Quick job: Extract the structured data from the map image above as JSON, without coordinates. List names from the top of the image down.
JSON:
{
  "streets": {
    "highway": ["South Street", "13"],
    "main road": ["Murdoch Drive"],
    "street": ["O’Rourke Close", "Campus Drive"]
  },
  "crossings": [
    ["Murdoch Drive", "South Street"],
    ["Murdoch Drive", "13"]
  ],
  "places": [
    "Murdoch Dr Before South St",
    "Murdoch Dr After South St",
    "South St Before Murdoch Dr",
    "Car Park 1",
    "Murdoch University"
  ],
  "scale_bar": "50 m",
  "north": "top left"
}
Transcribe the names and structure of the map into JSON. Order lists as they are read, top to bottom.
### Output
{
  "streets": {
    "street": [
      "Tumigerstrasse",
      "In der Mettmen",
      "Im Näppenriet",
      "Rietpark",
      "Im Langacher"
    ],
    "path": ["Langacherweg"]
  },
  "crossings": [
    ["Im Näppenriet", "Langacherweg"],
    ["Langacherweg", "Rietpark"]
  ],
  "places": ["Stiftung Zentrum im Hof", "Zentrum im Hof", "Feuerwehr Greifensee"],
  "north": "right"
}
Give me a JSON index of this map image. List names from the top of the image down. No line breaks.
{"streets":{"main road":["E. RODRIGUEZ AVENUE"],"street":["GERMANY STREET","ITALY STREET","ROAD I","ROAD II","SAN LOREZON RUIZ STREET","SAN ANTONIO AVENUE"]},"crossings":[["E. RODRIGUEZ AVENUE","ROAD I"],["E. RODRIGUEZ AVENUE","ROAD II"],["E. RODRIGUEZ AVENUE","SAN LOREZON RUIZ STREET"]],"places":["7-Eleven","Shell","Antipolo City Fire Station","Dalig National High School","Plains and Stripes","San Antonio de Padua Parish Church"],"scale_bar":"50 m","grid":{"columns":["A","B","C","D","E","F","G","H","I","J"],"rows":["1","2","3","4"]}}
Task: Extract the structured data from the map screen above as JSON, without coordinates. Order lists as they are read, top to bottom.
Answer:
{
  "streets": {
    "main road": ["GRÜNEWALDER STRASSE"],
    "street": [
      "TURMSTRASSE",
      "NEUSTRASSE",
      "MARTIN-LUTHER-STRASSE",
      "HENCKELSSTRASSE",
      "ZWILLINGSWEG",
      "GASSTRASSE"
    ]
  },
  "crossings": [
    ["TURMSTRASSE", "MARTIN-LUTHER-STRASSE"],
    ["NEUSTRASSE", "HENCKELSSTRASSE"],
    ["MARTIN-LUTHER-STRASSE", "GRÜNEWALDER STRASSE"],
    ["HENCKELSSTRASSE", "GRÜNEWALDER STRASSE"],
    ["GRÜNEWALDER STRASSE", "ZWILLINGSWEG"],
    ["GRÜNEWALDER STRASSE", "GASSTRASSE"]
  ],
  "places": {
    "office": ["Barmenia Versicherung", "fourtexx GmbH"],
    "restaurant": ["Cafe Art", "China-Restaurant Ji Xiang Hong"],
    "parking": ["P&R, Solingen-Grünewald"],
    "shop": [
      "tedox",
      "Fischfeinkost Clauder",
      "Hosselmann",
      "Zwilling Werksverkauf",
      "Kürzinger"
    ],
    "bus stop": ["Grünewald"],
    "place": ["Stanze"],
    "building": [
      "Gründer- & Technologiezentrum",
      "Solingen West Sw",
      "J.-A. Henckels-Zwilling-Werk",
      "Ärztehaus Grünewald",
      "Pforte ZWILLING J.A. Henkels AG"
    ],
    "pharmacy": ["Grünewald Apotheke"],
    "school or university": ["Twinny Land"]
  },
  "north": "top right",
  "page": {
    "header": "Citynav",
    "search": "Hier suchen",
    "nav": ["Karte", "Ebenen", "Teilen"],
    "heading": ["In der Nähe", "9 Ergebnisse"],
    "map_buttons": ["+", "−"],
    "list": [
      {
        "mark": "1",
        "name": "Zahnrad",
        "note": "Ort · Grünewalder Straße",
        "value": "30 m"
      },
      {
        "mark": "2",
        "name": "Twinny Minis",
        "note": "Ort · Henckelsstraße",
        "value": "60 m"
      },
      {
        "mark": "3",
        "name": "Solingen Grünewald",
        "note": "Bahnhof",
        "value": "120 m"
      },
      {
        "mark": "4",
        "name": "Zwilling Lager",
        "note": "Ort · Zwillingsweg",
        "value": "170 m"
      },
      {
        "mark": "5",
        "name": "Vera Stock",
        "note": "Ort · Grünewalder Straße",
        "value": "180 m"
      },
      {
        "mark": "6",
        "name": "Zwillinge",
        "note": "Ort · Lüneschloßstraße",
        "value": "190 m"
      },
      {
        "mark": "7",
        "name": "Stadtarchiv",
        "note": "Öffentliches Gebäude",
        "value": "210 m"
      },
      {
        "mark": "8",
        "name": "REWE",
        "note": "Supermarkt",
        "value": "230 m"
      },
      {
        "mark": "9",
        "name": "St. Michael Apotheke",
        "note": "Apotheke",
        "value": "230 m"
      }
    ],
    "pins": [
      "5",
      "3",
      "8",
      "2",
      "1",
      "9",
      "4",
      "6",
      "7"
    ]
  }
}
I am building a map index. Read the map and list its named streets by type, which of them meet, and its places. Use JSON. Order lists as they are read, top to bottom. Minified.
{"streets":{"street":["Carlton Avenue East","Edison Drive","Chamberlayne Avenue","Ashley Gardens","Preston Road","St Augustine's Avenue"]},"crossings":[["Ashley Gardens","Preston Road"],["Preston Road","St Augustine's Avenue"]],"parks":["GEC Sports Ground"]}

_PROBLEM REQUIREMENTS_: Type out the whole listing above again, exactly as it stands.

_ANSWER SPACE_:
Quick job: Extract the structured data from the map image above as JSON, without coordinates. List names from the top of the image down.
JSON:
{
  "streets": {
    "highway": ["South Street", "13"],
    "main road": ["Murdoch Drive"],
    "street": ["O’Rourke Close", "Campus Drive"]
  },
  "crossings": [
    ["Murdoch Drive", "South Street"],
    ["Murdoch Drive", "13"]
  ],
  "places": [
    "Murdoch Dr Before South St",
    "Murdoch Dr After South St",
    "South St Before Murdoch Dr",
    "Car Park 1",
    "Murdoch University"
  ],
  "scale_bar": "50 m",
  "north": "top left"
}
Transcribe the names and structure of the map into JSON. Order lists as they are read, top to bottom.
### Output
{
  "streets": {
    "street": [
      "Tumigerstrasse",
      "In der Mettmen",
      "Im Näppenriet",
      "Rietpark",
      "Im Langacher"
    ],
    "path": ["Langacherweg"]
  },
  "crossings": [
    ["Im Näppenriet", "Langacherweg"],
    ["Langacherweg", "Rietpark"]
  ],
  "places": ["Stiftung Zentrum im Hof", "Zentrum im Hof", "Feuerwehr Greifensee"],
  "north": "right"
}
Give me a JSON index of this map image. List names from the top of the image down. No line breaks.
{"streets":{"main road":["E. RODRIGUEZ AVENUE"],"street":["GERMANY STREET","ITALY STREET","ROAD I","ROAD II","SAN LOREZON RUIZ STREET","SAN ANTONIO AVENUE"]},"crossings":[["E. RODRIGUEZ AVENUE","ROAD I"],["E. RODRIGUEZ AVENUE","ROAD II"],["E. RODRIGUEZ AVENUE","SAN LOREZON RUIZ STREET"]],"places":["7-Eleven","Shell","Antipolo City Fire Station","Dalig National High School","Plains and Stripes","San Antonio de Padua Parish Church"],"scale_bar":"50 m","grid":{"columns":["A","B","C","D","E","F","G","H","I","J"],"rows":["1","2","3","4"]}}
Task: Extract the structured data from the map screen above as JSON, without coordinates. Order lists as they are read, top to bottom.
Answer:
{
  "streets": {
    "main road": ["GRÜNEWALDER STRASSE"],
    "street": [
      "TURMSTRASSE",
      "NEUSTRASSE",
      "MARTIN-LUTHER-STRASSE",
      "HENCKELSSTRASSE",
      "ZWILLINGSWEG",
      "GASSTRASSE"
    ]
  },
  "crossings": [
    ["TURMSTRASSE", "MARTIN-LUTHER-STRASSE"],
    ["NEUSTRASSE", "HENCKELSSTRASSE"],
    ["MARTIN-LUTHER-STRASSE", "GRÜNEWALDER STRASSE"],
    ["HENCKELSSTRASSE", "GRÜNEWALDER STRASSE"],
    ["GRÜNEWALDER STRASSE", "ZWILLINGSWEG"],
    ["GRÜNEWALDER STRASSE", "GASSTRASSE"]
  ],
  "places": {
    "office": ["Barmenia Versicherung", "fourtexx GmbH"],
    "restaurant": ["Cafe Art", "China-Restaurant Ji Xiang Hong"],
    "parking": ["P&R, Solingen-Grünewald"],
    "shop": [
      "tedox",
      "Fischfeinkost Clauder",
      "Hosselmann",
      "Zwilling Werksverkauf",
      "Kürzinger"
    ],
    "bus stop": ["Grünewald"],
    "place": ["Stanze"],
    "building": [
      "Gründer- & Technologiezentrum",
      "Solingen West Sw",
      "J.-A. Henckels-Zwilling-Werk",
      "Ärztehaus Grünewald",
      "Pforte ZWILLING J.A. Henkels AG"
    ],
    "pharmacy": ["Grünewald Apotheke"],
    "school or university": ["Twinny Land"]
  },
  "north": "top right",
  "page": {
    "header": "Citynav",
    "search": "Hier suchen",
    "nav": ["Karte", "Ebenen", "Teilen"],
    "heading": ["In der Nähe", "9 Ergebnisse"],
    "map_buttons": ["+", "−"],
    "list": [
      {
        "mark": "1",
        "name": "Zahnrad",
        "note": "Ort · Grünewalder Straße",
        "value": "30 m"
      },
      {
        "mark": "2",
        "name": "Twinny Minis",
        "note": "Ort · Henckelsstraße",
        "value": "60 m"
      },
      {
        "mark": "3",
        "name": "Solingen Grünewald",
        "note": "Bahnhof",
        "value": "120 m"
      },
      {
        "mark": "4",
        "name": "Zwilling Lager",
        "note": "Ort · Zwillingsweg",
        "value": "170 m"
      },
      {
        "mark": "5",
        "name": "Vera Stock",
        "note": "Ort · Grünewalder Straße",
        "value": "180 m"
      },
      {
        "mark": "6",
        "name": "Zwillinge",
        "note": "Ort · Lüneschloßstraße",
        "value": "190 m"
      },
      {
        "mark": "7",
        "name": "Stadtarchiv",
        "note": "Öffentliches Gebäude",
        "value": "210 m"
      },
      {
        "mark": "8",
        "name": "REWE",
        "note": "Supermarkt",
        "value": "230 m"
      },
      {
        "mark": "9",
        "name": "St. Michael Apotheke",
        "note": "Apotheke",
        "value": "230 m"
      }
    ],
    "pins": [
      "5",
      "3",
      "8",
      "2",
      "1",
      "9",
      "4",
      "6",
      "7"
    ]
  }
}
I am building a map index. Read the map and list its named streets by type, which of them meet, and its places. Use JSON. Order lists as they are read, top to bottom. Minified.
{"streets":{"street":["Carlton Avenue East","Edison Drive","Chamberlayne Avenue","Ashley Gardens","Preston Road","St Augustine's Avenue"]},"crossings":[["Ashley Gardens","Preston Road"],["Preston Road","St Augustine's Avenue"]],"parks":["GEC Sports Ground"]}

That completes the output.